> [WORK TASK]: Scan the data below for lines holding the word "points", and copy each line found.

Stored items from a collection
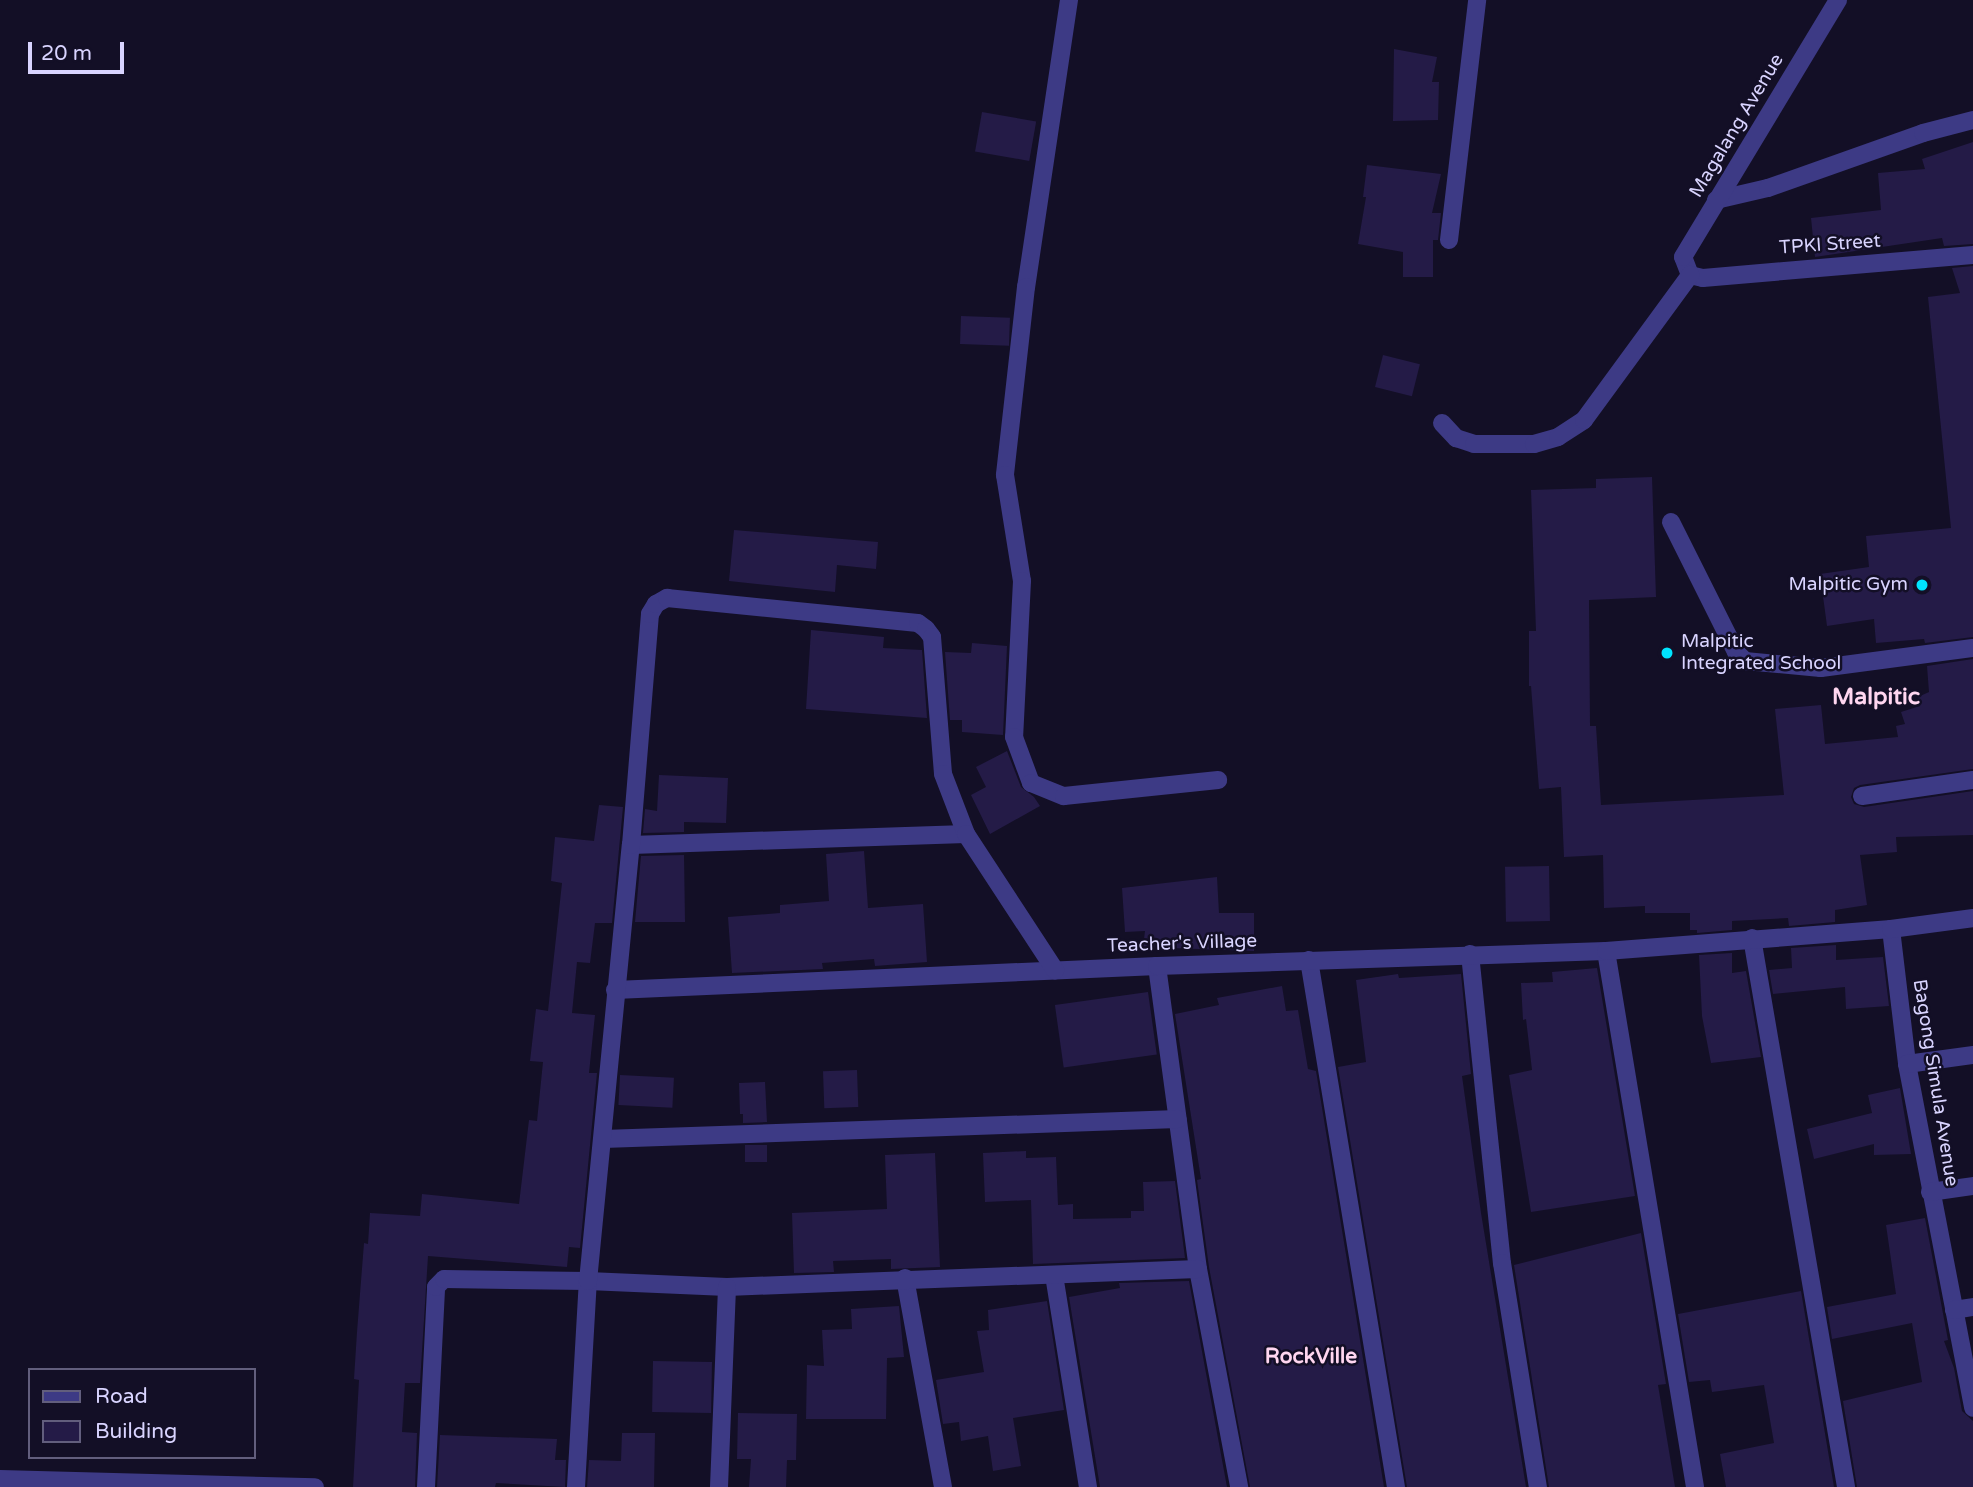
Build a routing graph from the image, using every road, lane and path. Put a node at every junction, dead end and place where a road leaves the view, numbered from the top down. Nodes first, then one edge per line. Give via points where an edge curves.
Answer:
1 (1069, 0) edge
2 (1477, 0) edge
3 (1838, 0) edge
4 (1973, 120) edge
5 (1716, 200) junction
6 (1449, 240) dead end
7 (1973, 255) edge
8 (1690, 275) junction
9 (1442, 424) dead end
10 (1671, 522) dead end
11 (1973, 649) edge
12 (1973, 779) edge
13 (1218, 780) dead end
14 (1862, 796) dead end
15 (966, 834) junction
16 (631, 845) junction
17 (1973, 918) edge
18 (1891, 929) junction
19 (1752, 938) junction
20 (1606, 951) junction
21 (1470, 954) junction
22 (1309, 960) junction
23 (1157, 966) junction
24 (1055, 970) junction
25 (614, 990) junction
26 (1973, 1055) edge
27 (1907, 1064) junction
28 (1178, 1119) junction
29 (603, 1139) junction
30 (1973, 1186) edge
31 (1930, 1192) junction
32 (1198, 1269) junction
33 (1054, 1275) junction
34 (905, 1278) junction
35 (588, 1281) junction
36 (727, 1287) junction
37 (1973, 1307) edge
38 (1954, 1310) junction
39 (1973, 1408) edge
40 (0, 1479) edge
41 (315, 1487) edge
42 (426, 1487) edge
43 (576, 1487) edge
44 (719, 1487) edge
45 (943, 1487) edge
46 (1088, 1487) edge
47 (1239, 1487) edge
48 (1396, 1487) edge
49 (1538, 1487) edge
50 (1695, 1487) edge
51 (1846, 1487) edge

1 - 13 street via 1026,287 1006,475 1022,581 1014,737 1031,783 1064,796
2 - 6 street
3 - 5 street, Magalang Avenue
4 - 5 street via 1768,188
5 - 8 street, Magalang Avenue via 1683,257
7 - 8 street, TPKI Street via 1703,278
8 - 9 street via 1584,419 1558,437 1534,444 1474,444 1456,438
10 - 11 street via 1736,652 1745,661 1821,668
12 - 14 street
15 - 16 street
15 - 16 street via 943,774 932,637 918,623 667,598 650,614
15 - 24 street
16 - 25 street
17 - 18 street, Teacher's Village
18 - 19 street, Teacher's Village
18 - 27 street, Bagong Simula Avenue
19 - 20 street, Teacher's Village
19 - 51 street
20 - 21 street, Teacher's Village
20 - 50 street
21 - 22 street, Teacher's Village
21 - 49 street via 1502,1263
22 - 23 street, Teacher's Village
22 - 48 street
23 - 24 street, Teacher's Village
23 - 28 street
24 - 25 street, Teacher's Village
25 - 29 street
26 - 27 street
27 - 31 street, Bagong Simula Avenue
28 - 29 street
28 - 32 street
29 - 35 street
30 - 31 street
31 - 38 street, Bagong Simula Avenue
32 - 33 street
32 - 47 street
33 - 34 street
33 - 46 street
34 - 36 street
34 - 45 street
35 - 36 street
35 - 42 street via 455,1277 436,1287
35 - 43 street
36 - 44 street
37 - 38 street
38 - 39 street, Bagong Simula Avenue
40 - 41 street

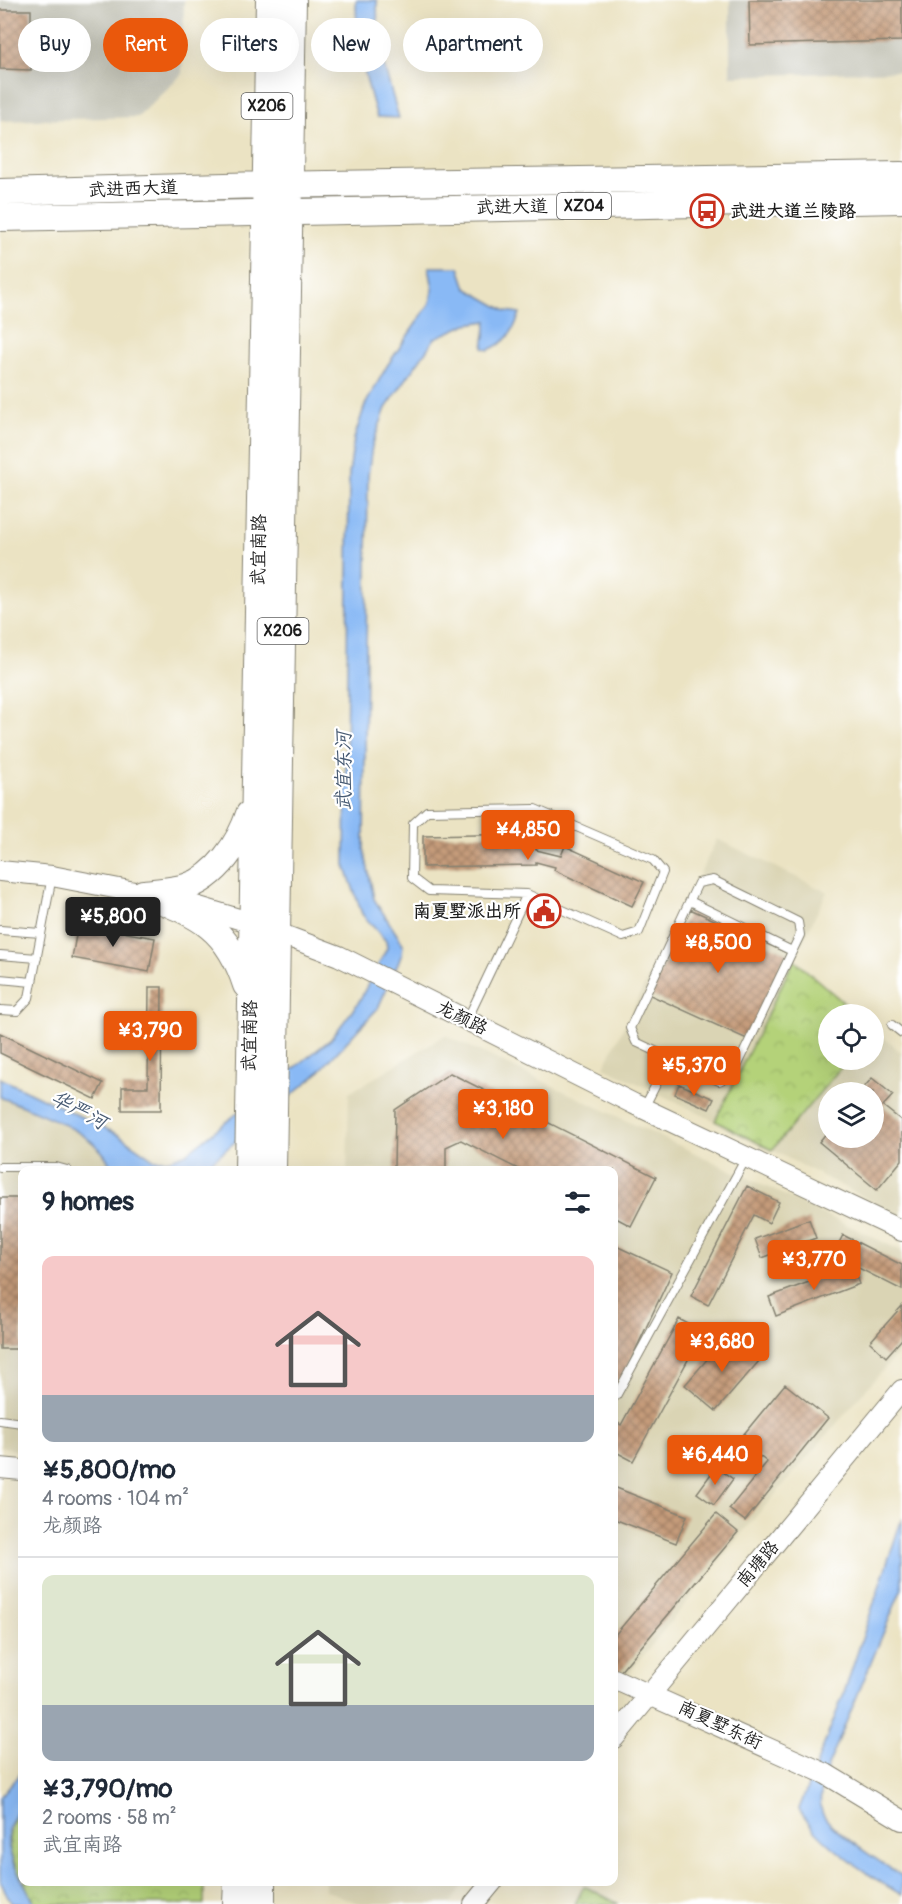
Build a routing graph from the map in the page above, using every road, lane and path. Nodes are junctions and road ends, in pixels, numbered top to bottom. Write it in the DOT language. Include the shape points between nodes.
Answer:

> [RESULT OF THE TASK]:
Build a routing graph from the image, using every road, lane and path. Put a node at every junction, dead end and place where a road leaves the view, numbered from the top down. Nodes first, then one edge per line. Give via points where an edge curves.
Build a routing graph from the map in the page above, using every road, lane and path. Nodes are junctions and road ends, in pixels, numbered top to bottom. Write it in the DOT language. Include the shape points between nodes.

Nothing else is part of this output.